**Instructions for the task**
Would you count how many lines of the entries below include the word "lane"? Give nothing but the number.

**Collected data**
● ● ● ● ● ● ●
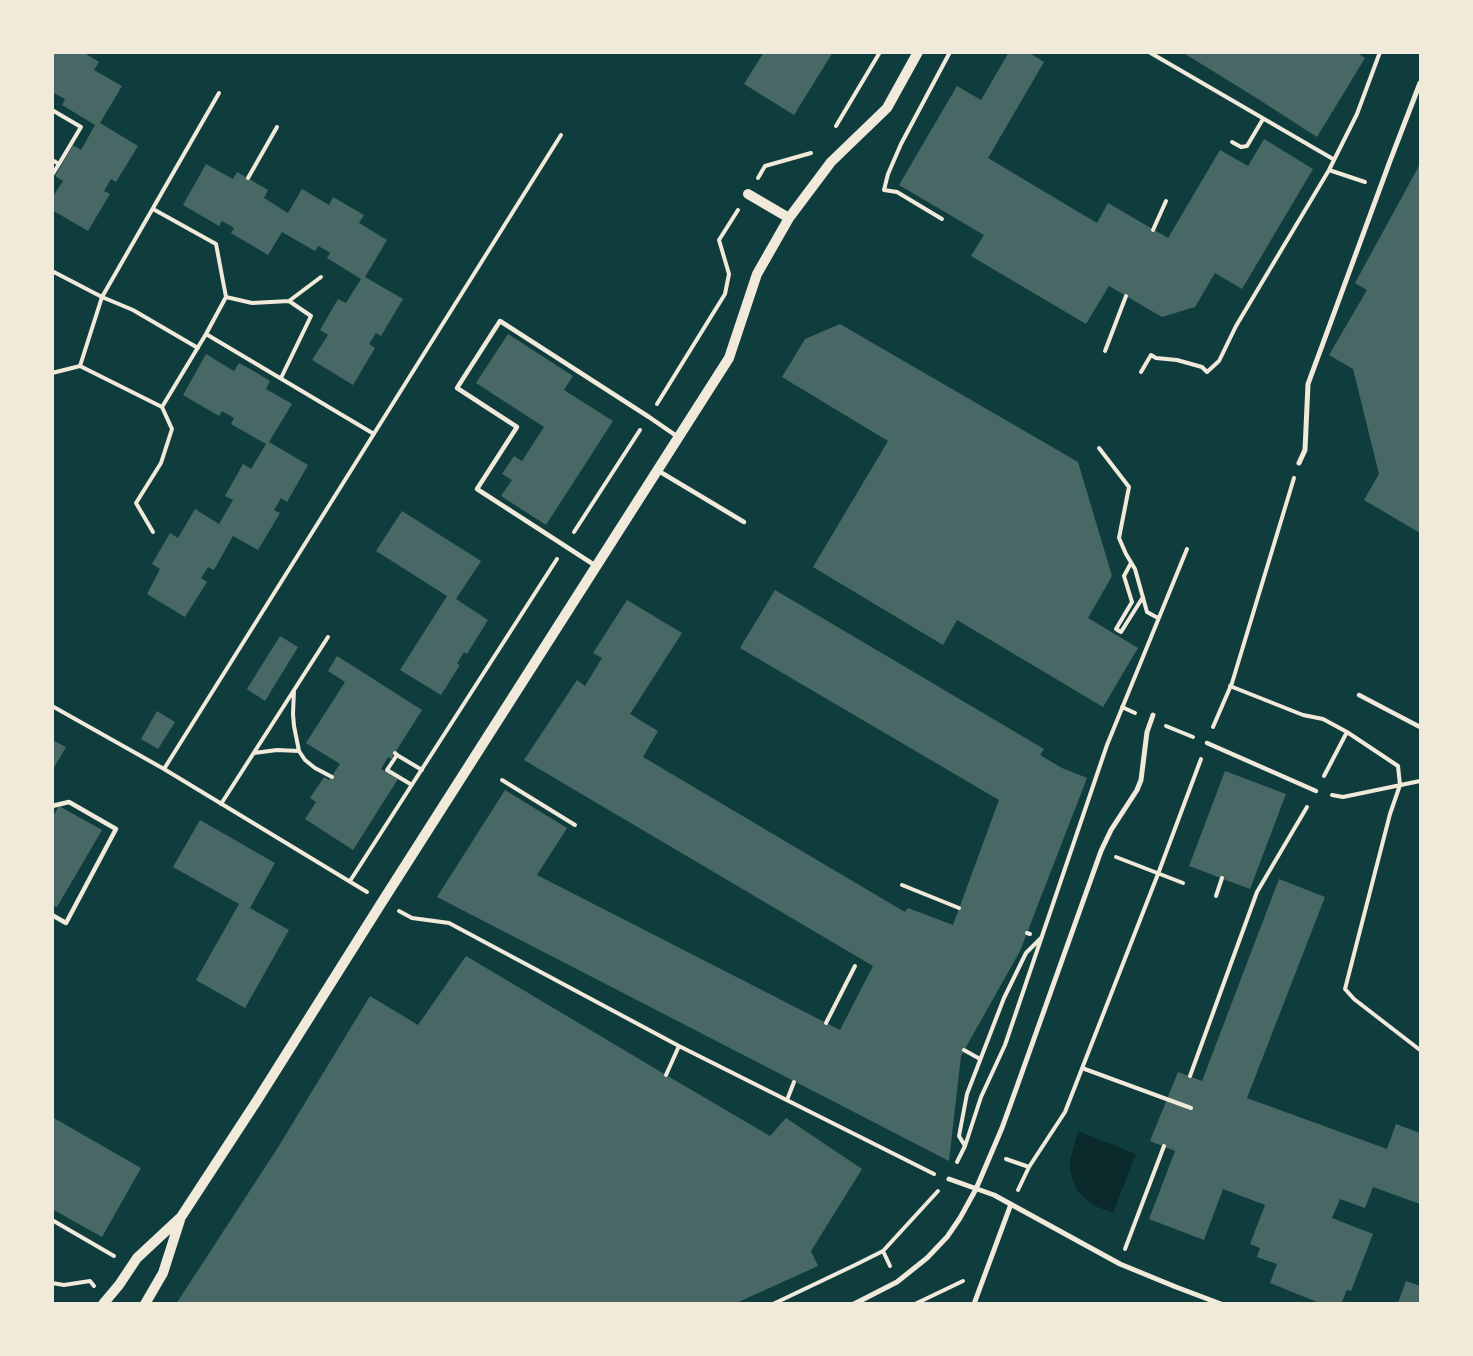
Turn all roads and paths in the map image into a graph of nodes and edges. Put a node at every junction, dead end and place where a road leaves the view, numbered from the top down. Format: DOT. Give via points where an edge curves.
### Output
graph roads {
  1 [pos="880,52"];
  2 [pos="918,52"];
  3 [pos="950,52"];
  4 [pos="1149,52"];
  5 [pos="1380,52"];
  6 [pos="1420,83"];
  7 [pos="219,93"];
  8 [pos="52,110"];
  9 [pos="1263,119"];
  10 [pos="277,127"];
  11 [pos="831,134"];
  12 [pos="561,135"];
  13 [pos="1232,142"];
  14 [pos="813,153"];
  15 [pos="1333,159"];
  16 [pos="52,160"];
  17 [pos="59,164"];
  18 [pos="765,166"];
  19 [pos="1329,170"];
  20 [pos="52,175"];
  21 [pos="248,178"];
  22 [pos="1380,188"];
  23 [pos="748,194"];
  24 [pos="1166,201"];
  25 [pos="153,209"];
  26 [pos="789,218"];
  27 [pos="942,219"];
  28 [pos="1153,230"];
  29 [pos="719,240"];
  30 [pos="52,271"];
  31 [pos="321,277"];
  32 [pos="1126,296"];
  33 [pos="102,297"];
  34 [pos="226,297"];
  35 [pos="289,301"];
  36 [pos="206,334"];
  37 [pos="198,348"];
  38 [pos="1105,351"];
  39 [pos="80,366"];
  40 [pos="1141,372"];
  41 [pos="52,373"];
  42 [pos="281,378"];
  43 [pos="162,407"];
  44 [pos="649,417"];
  45 [pos="374,434"];
  46 [pos="678,437"];
  47 [pos="1099,448"];
  48 [pos="1299,463"];
  49 [pos="657,470"];
  50 [pos="744,522"];
  51 [pos="153,532"];
  52 [pos="565,546"];
  53 [pos="1187,549"];
  54 [pos="1131,562"];
  55 [pos="596,566"];
  56 [pos="1143,597"];
  57 [pos="1158,618"];
  58 [pos="328,637"];
  59 [pos="1231,685"];
  60 [pos="294,690"];
  61 [pos="1359,695"];
  62 [pos="52,706"];
  63 [pos="1152,718"];
  64 [pos="1420,727"];
  65 [pos="1347,732"];
  66 [pos="1207,743"];
  67 [pos="299,752"];
  68 [pos="253,753"];
  69 [pos="164,769"];
  70 [pos="422,770"];
  71 [pos="332,777"];
  72 [pos="502,780"];
  73 [pos="1420,781"];
  74 [pos="412,785"];
  75 [pos="1400,785"];
  76 [pos="1316,791"];
  77 [pos="221,804"];
  78 [pos="52,806"];
  79 [pos="575,825"];
  80 [pos="1101,851"];
  81 [pos="1158,874"];
  82 [pos="1222,878"];
  83 [pos="1183,883"];
  84 [pos="902,885"];
  85 [pos="1216,896"];
  86 [pos="959,908"];
  87 [pos="52,915"];
  88 [pos="412,918"];
  89 [pos="1042,937"];
  90 [pos="855,966"];
  91 [pos="826,1023"];
  92 [pos="679,1046"];
  93 [pos="964,1050"];
  94 [pos="1420,1050"];
  95 [pos="980,1059"];
  96 [pos="1082,1068"];
  97 [pos="666,1075"];
  98 [pos="1190,1076"];
  99 [pos="794,1082"];
  100 [pos="787,1100"];
  101 [pos="1191,1108"];
  102 [pos="965,1146"];
  103 [pos="1164,1146"];
  104 [pos="949,1179"];
  105 [pos="976,1189"];
  106 [pos="1011,1204"];
  107 [pos="181,1217"];
  108 [pos="52,1220"];
  109 [pos="114,1256"];
  110 [pos="1120,1264"];
  111 [pos="985,1270"];
  112 [pos="90,1281"];
  113 [pos="52,1283"];
  114 [pos="103,1304"];
  115 [pos="145,1304"];
  116 [pos="773,1304"];
  117 [pos="854,1304"];
  118 [pos="915,1304"];
  119 [pos="974,1304"];
  120 [pos="1221,1304"];
  1 -- 11 [label="path"];
  2 -- 26 [label="street" via="887,108 831,162"];
  3 -- 27 [label="path" via="901,144 884,190 897,192"];
  4 -- 9 [label="path"];
  5 -- 15 [label="path" via="1357,114"];
  6 -- 22 [label="street"];
  7 -- 25 [label="path"];
  8 -- 17 [label="path" via="81,128"];
  9 -- 13 [label="path" via="1247,146"];
  9 -- 15 [label="path"];
  10 -- 21 [label="path"];
  12 -- 45 [label="path"];
  14 -- 18 [label="path"];
  15 -- 19 [label="path"];
  16 -- 17 [label="path"];
  17 -- 20 [label="path"];
  19 -- 22 [label="path"];
  19 -- 40 [label="path" via="1219,361 1207,372 1202,367 1151,355"];
  22 -- 48 [label="street" via="1308,384 1305,450"];
  23 -- 26 [label="street"];
  24 -- 28 [label="path"];
  25 -- 33 [label="path"];
  25 -- 34 [label="path" via="216,244"];
  26 -- 46 [label="street" via="757,274 729,358"];
  29 -- 44 [label="path" via="729,274 725,294"];
  30 -- 33 [label="path"];
  31 -- 35 [label="path"];
  32 -- 38 [label="path"];
  33 -- 37 [label="path" via="134,310"];
  33 -- 39 [label="path"];
  34 -- 35 [label="path" via="252,303"];
  34 -- 36 [label="path"];
  35 -- 42 [label="path" via="311,316"];
  36 -- 37 [label="path"];
  36 -- 42 [label="path"];
  37 -- 43 [label="path"];
  39 -- 41 [label="path"];
  39 -- 43 [label="path"];
  42 -- 45 [label="path"];
  43 -- 51 [label="path" via="172,429 161,463 136,503"];
  44 -- 46 [label="lane"];
  44 -- 52 [label="path"];
  44 -- 52 [label="lane" via="500,321 457,388 517,427 477,489"];
  45 -- 69 [label="path"];
  46 -- 49 [label="street"];
  47 -- 54 [label="path" via="1129,487 1119,538"];
  48 -- 59 [label="path"];
  49 -- 50 [label="lane"];
  49 -- 55 [label="street"];
  52 -- 55 [label="lane"];
  52 -- 70 [label="path"];
  53 -- 57 [label="path"];
  54 -- 56 [label="path"];
  54 -- 56 [label="path" via="1124,576 1132,602 1116,629 1121,632"];
  55 -- 107 [label="street"];
  56 -- 57 [label="path" via="1147,612"];
  57 -- 89 [label="path" via="1107,745"];
  58 -- 60 [label="path"];
  59 -- 65 [label="path" via="1303,715 1323,719"];
  59 -- 66 [label="path"];
  60 -- 67 [label="path" via="292,714"];
  60 -- 68 [label="path"];
  61 -- 64 [label="lane"];
  62 -- 69 [label="path"];
  63 -- 66 [label="path"];
  63 -- 80 [label="street" via="1141,780"];
  65 -- 75 [label="path" via="1398,766"];
  65 -- 76 [label="path"];
  66 -- 76 [label="lane"];
  66 -- 81 [label="path"];
  67 -- 68 [label="path"];
  67 -- 71 [label="path" via="315,768"];
  68 -- 77 [label="path"];
  69 -- 77 [label="path"];
  70 -- 74 [label="path"];
  70 -- 74 [label="path" via="396,754 387,770"];
  72 -- 79 [label="path"];
  73 -- 75 [label="path"];
  74 -- 77 [label="path" via="350,881"];
  75 -- 76 [label="path" via="1343,797"];
  75 -- 94 [label="path" via="1345,989"];
  76 -- 98 [label="path" via="1257,892"];
  78 -- 87 [label="lane" via="69,802 116,829 66,923"];
  80 -- 81 [label="path"];
  80 -- 105 [label="street"];
  81 -- 83 [label="path"];
  81 -- 96 [label="path"];
  82 -- 85 [label="path"];
  84 -- 86 [label="path"];
  88 -- 92 [label="path" via="449,923"];
  89 -- 95 [label="path" via="1026,953"];
  89 -- 102 [label="path"];
  90 -- 91 [label="path"];
  92 -- 97 [label="path"];
  92 -- 100 [label="path"];
  93 -- 95 [label="path"];
  95 -- 102 [label="path" via="967,1094 959,1136"];
  96 -- 101 [label="path"];
  96 -- 106 [label="path" via="1065,1112 1029,1167"];
  99 -- 100 [label="path"];
  100 -- 104 [label="path"];
  102 -- 104 [label="path"];
  103 -- 110 [label="path"];
  104 -- 105 [label="street"];
  104 -- 116 [label="path" via="882,1251"];
  105 -- 106 [label="street"];
  105 -- 117 [label="street" via="954,1227 927,1258 897,1282"];
  106 -- 110 [label="street"];
  106 -- 111 [label="street"];
  107 -- 114 [label="street" via="137,1258"];
  107 -- 115 [label="street" via="163,1273"];
  108 -- 109 [label="path"];
  110 -- 120 [label="street"];
  111 -- 118 [label="path"];
  111 -- 119 [label="street"];
  112 -- 113 [label="path"];
}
● ● ● ● ● ● ●
**Expected output**
7